Here are six techniques for calling out bias and microaggressions. Choose the one(s) comfortable for you, and appropriate for the context. The most important thing is to speak up.42
Assume good intent
Assume the best without blaming, shaming, or insulting the person who said something biased. Start by acknowledging the person’s positive intentions, then describe the negative results of the statement or behaviour.
- “I’m sure you mean well, but that hurt.”
Seize the moment while remaining calm
It is sometimes essential to have that conversation there and then when you witness the bad behaviour while expressing your feelings in a non-threatening way. Step back if you feel anger and rage.

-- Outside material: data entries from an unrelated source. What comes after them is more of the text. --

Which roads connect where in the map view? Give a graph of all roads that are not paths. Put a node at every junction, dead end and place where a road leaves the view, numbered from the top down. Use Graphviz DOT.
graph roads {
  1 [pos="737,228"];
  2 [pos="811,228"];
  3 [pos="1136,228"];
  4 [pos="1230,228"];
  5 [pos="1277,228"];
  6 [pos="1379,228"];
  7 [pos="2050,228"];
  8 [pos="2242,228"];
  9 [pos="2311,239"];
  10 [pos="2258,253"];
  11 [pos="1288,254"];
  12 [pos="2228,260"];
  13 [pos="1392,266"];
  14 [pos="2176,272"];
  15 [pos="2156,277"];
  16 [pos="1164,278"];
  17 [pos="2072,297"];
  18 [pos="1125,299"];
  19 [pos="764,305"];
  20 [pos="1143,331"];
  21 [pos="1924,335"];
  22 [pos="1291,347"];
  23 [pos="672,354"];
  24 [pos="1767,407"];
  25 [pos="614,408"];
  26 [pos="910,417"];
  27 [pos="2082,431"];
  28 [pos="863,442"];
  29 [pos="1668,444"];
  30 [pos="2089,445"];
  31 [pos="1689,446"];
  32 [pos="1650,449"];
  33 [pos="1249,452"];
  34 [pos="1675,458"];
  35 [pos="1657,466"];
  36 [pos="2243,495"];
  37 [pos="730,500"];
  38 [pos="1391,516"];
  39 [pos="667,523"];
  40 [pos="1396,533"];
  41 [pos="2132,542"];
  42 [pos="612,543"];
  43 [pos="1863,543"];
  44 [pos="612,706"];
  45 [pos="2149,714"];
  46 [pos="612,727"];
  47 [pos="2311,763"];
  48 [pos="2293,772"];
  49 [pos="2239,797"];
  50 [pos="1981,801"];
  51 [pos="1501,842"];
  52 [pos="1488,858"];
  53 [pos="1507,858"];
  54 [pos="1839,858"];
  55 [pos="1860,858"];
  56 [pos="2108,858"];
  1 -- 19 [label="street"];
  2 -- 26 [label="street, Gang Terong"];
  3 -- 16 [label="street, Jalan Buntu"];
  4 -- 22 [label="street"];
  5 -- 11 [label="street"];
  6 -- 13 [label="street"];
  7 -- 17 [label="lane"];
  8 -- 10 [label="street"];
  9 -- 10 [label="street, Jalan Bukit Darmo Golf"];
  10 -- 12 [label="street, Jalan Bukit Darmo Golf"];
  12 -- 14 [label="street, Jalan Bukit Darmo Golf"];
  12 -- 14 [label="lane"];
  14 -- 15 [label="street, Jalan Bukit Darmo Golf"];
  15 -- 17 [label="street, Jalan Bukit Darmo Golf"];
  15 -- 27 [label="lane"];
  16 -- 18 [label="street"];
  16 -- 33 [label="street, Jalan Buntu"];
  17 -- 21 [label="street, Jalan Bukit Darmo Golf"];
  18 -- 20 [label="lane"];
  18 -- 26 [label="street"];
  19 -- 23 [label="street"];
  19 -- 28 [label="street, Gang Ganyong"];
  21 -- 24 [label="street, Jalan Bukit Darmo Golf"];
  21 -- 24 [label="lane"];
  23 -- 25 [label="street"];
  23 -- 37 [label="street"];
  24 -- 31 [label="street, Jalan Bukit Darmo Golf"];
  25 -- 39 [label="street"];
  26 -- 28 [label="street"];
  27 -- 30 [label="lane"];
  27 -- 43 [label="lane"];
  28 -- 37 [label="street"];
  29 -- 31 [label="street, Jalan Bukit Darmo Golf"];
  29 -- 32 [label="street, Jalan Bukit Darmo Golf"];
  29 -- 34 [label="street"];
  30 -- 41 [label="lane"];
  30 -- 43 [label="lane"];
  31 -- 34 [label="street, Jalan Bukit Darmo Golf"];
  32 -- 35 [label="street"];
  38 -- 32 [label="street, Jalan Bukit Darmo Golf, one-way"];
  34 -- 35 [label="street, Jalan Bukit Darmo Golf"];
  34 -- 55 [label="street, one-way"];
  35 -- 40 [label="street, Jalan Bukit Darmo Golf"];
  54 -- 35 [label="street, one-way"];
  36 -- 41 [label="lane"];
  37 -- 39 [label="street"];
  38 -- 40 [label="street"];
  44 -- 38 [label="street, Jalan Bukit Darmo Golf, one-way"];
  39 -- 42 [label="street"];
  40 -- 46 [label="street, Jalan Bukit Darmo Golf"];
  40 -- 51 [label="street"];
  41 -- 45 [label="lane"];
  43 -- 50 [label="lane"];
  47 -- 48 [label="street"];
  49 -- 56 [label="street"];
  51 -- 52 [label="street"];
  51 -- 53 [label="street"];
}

- “That’s not always right.”
- “Ouch, that hurt.”
Ask a question
When you encounter bias or microaggressions, asking questions opens the conversation. Sincere and open-ended questions that focus on the behaviour, event, or comment and, which do not blame the other person work best.
- “What do you mean?”
- “I’m sorry, what was that?”
- “Why do you think…?”
Change the direction of the conversation abruptly, without requiring further discussion. If the conversation continues, it might be appropriate to walk away or remove yourself from the situation.
- “I am not interested in having this conversation right now, but it’s important for you to know that I am not okay with what you just said.”
- “Whoa, let’s not go down that path!”
Narrow the focus
You can call out bias and microaggressions by showing the attribute isn’t just about a certain group by suggesting that the trait is universal behaviour. This helps narrow the focus to an individual, rather than a whole group.
- “I don’t think it’s a millennial thing. I think that applies to everyone.”
- “You mean all managers? Or are you speaking of someone in particular?”
Schedule a meeting
If a manager or a colleague is continuously dismissive and condescending towards you, schedule a meeting to discuss it with them.
- “I’d like to understand from you what success looks like on your team. Can you give me specific examples of what I need to do to be successful and receive recognition?”
- “I have something I’d like to discuss with you that I think will help us work together more effectively.”